BRIEF => Find every line with the string "nodes" in the material below and copy it.

GIVEN DATA =>
+++++

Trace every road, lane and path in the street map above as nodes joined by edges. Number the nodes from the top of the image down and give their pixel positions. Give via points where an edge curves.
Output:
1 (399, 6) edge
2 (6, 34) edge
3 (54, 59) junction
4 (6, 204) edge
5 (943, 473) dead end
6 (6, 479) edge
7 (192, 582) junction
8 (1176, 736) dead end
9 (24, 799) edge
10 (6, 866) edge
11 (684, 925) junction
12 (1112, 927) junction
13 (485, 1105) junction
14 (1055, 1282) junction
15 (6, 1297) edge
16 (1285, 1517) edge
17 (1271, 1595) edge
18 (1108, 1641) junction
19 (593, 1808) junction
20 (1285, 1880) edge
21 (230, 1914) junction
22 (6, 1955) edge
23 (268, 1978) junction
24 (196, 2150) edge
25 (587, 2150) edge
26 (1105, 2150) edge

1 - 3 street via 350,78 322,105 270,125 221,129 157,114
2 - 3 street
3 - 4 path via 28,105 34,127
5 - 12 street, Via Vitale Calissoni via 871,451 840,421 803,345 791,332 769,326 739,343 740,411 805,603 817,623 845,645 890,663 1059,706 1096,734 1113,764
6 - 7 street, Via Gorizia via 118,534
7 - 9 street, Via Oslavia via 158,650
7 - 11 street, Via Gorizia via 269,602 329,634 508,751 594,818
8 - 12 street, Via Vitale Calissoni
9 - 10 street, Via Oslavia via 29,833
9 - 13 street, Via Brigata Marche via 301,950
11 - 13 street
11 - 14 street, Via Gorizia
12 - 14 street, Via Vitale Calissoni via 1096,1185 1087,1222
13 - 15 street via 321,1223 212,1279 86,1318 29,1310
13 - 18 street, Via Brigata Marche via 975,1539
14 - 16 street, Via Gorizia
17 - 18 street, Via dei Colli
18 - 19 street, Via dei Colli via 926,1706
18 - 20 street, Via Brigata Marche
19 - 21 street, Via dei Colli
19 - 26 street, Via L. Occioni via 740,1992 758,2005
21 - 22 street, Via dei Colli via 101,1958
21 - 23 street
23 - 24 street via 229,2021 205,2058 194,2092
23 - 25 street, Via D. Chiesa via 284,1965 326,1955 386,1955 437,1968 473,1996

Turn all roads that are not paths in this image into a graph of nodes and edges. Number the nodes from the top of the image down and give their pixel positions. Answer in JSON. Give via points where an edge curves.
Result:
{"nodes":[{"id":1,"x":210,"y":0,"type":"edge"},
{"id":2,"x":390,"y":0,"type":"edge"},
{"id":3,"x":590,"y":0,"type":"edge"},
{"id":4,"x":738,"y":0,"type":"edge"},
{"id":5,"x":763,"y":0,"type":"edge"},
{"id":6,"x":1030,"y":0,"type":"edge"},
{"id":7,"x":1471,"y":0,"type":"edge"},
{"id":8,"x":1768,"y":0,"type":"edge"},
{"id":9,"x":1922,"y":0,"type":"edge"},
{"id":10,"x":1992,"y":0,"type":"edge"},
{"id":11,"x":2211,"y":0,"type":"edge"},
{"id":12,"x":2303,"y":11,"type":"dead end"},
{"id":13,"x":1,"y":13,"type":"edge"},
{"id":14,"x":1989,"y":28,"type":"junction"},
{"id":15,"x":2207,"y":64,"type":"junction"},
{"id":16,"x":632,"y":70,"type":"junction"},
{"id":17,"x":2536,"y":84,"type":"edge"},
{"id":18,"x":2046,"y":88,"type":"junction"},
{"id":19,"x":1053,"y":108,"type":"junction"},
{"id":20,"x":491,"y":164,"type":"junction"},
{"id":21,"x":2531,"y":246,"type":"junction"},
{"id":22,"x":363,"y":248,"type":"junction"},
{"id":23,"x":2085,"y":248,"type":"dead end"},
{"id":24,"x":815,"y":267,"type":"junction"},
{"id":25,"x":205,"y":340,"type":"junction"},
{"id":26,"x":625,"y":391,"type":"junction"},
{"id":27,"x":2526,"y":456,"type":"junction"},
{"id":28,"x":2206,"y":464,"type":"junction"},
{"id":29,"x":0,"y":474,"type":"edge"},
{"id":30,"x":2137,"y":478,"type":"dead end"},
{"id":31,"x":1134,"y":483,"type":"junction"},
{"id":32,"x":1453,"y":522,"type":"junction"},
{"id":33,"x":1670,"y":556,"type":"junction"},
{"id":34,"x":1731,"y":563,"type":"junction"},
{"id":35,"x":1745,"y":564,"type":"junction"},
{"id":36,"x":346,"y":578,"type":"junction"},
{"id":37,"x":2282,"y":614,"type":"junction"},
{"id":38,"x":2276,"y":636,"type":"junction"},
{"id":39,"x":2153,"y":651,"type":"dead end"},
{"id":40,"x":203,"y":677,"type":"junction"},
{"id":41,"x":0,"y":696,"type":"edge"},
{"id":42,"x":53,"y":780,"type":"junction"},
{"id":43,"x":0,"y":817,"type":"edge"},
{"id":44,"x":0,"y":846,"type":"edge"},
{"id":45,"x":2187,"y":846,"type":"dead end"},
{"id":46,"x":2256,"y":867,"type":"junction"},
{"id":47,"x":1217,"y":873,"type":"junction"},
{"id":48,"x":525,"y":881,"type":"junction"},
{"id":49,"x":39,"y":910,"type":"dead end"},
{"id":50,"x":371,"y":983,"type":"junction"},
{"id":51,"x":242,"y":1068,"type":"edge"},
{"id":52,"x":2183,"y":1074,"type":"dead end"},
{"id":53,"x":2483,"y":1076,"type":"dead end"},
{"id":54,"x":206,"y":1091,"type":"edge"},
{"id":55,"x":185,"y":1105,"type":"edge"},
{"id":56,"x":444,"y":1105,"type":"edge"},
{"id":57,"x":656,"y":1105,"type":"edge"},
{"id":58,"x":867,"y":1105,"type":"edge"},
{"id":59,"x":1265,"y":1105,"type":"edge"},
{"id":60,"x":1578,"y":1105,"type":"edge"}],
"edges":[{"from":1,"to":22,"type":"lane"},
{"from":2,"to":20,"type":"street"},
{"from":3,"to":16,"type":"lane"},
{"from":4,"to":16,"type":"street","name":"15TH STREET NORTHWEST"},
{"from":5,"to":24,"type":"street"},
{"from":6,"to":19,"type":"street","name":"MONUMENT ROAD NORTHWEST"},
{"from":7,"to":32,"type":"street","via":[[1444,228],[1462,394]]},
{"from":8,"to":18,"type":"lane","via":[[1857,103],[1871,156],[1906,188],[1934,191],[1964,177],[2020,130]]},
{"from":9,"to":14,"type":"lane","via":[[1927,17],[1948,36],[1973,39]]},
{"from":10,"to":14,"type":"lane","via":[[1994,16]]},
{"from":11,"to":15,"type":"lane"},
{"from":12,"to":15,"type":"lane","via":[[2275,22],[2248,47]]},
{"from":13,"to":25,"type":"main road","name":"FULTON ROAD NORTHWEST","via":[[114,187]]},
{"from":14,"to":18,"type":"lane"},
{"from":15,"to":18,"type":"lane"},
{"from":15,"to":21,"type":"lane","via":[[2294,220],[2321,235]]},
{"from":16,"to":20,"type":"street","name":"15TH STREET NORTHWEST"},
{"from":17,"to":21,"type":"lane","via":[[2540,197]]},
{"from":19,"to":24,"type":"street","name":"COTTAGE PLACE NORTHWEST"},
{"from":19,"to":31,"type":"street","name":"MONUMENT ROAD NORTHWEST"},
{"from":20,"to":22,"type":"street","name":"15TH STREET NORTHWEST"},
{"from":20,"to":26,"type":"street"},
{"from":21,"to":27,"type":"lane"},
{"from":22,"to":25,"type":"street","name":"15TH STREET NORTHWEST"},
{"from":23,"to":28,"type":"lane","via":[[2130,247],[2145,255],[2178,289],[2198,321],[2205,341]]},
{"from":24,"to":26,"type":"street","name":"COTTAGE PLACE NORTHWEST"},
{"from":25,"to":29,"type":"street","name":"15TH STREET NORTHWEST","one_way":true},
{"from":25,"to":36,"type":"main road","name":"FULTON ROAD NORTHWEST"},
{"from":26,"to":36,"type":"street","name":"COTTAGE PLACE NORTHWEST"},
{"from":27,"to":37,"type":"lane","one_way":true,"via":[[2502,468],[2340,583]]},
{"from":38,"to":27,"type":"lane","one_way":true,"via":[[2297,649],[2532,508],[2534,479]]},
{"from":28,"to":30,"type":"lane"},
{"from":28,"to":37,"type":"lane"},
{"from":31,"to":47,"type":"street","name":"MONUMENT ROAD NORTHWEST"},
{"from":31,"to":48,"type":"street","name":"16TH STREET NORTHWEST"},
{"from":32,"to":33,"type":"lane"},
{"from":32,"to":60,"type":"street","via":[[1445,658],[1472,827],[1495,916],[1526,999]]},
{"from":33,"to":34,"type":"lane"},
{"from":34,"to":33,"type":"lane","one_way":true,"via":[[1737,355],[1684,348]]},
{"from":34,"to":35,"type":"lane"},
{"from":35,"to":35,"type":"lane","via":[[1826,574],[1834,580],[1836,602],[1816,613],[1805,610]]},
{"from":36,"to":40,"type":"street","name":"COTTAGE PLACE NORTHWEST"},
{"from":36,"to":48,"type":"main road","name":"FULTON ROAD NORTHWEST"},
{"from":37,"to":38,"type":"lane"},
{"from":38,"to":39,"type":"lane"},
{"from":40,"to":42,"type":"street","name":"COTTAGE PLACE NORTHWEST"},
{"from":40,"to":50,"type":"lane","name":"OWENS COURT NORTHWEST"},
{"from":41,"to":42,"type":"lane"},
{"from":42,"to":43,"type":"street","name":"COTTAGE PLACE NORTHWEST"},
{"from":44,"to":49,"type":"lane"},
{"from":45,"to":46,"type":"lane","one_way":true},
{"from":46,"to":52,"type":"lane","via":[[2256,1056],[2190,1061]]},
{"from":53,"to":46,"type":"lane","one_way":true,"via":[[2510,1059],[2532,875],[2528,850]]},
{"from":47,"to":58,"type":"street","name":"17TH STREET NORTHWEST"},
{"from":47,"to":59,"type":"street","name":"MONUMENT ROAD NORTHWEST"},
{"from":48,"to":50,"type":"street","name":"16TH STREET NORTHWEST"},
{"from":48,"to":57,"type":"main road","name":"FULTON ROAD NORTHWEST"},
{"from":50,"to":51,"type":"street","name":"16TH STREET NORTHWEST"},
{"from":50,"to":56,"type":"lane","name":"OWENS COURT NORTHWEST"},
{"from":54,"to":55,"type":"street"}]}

+++++

WRITTEN ANSWER =>
Trace every road, lane and path in the street map above as nodes joined by edges. Number the nodes from the top of the image down and give their pixel positions. Give via points where an edge curves.
Turn all roads that are not paths in this image into a graph of nodes and edges. Number the nodes from the top of the image down and give their pixel positions. Answer in JSON. Give via points where an edge curves.
{"nodes":[{"id":1,"x":210,"y":0,"type":"edge"},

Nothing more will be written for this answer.